A group of hackers, programmers, researchers and policy makers met on the premises of the Lower House of the Dutch Parliament on September 8, 2012 to try to hack the parliamentary database. They were there on invitation of the outgoing Speaker of the Lower House, Mrs Gerdi Verbeet. The reason for the get-together was that the parliamentary database, Parlis, will be available as open data from now on. Open data is data that is freely available and can be used by everyone. There is also no fee for open data and no copyright, it is easy to find, and it is provided in machine-readable format.

Mieke van Heesewijk and Josien Pieterse are the joint founders and directors of the non-profit foundation Netwerk Democratie [Dutch], a platform for democratic innovation. In cooperation with two other organizations, Hack de Overheid (“hack the government”) and Open State, Netwerk Democratie organized the Apps for Democracy [Dutch] event. Mark Bastiaans, a researcher at the Dutch scientific research organization TNO, and a team of colleagues developed an application based on the parliamentary database. I talked with them about open data and how it helps to shape democracy in the twenty-first century.
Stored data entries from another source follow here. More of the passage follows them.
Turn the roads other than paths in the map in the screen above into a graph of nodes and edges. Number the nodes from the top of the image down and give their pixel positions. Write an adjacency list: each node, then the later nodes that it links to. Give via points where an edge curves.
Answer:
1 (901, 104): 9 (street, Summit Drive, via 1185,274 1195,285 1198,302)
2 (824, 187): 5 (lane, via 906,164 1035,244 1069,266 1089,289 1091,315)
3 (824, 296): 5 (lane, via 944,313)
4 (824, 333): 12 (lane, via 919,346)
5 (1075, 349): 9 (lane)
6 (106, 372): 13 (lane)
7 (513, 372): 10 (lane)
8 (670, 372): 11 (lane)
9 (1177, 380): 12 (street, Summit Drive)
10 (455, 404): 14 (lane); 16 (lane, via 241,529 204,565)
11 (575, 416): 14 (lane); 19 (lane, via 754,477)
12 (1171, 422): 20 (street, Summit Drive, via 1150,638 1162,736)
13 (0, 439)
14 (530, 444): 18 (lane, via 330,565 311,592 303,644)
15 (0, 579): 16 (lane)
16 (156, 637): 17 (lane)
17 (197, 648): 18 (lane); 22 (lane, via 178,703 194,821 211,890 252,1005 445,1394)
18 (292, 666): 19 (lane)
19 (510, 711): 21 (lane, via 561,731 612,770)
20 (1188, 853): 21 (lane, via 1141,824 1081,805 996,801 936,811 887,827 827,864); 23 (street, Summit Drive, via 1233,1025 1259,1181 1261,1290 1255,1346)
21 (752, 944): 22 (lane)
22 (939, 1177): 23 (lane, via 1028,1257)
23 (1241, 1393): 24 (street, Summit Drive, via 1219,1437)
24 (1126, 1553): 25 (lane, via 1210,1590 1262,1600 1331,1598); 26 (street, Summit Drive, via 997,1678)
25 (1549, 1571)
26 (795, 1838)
The term hacking is used in this article in its original sense, which is “using innovation to create new applications for an existing system”. The connotation of unauthorized penetration into systems, which later came be associated with the word, is not intended here.

As old as the Internet

Tessel: Is open data something new?

Mieke: Linking datasets is as old as the Internet, but the topic that’s getting a lot of attention right now is open data and democracy. For a good while already, various programmers, universities, the TNO and activists have been advocating making public data open. The nice thing now is that we see growing support for open data in a broader circle, including government bodies and companies.



Josien PieterseJosien: This is about public data. Data that is generated using public funds or data that concerns the public. The idea is that this data belongs to everybody because we have all contributed to collecting the data. This data becomes open when government bodies or companies put the data in an accessible location in a usable format. What’s especially interesting is that this allows new combinations to be generated from the data streams, which leads to the creation of new knowledge and the discovery of new relationships.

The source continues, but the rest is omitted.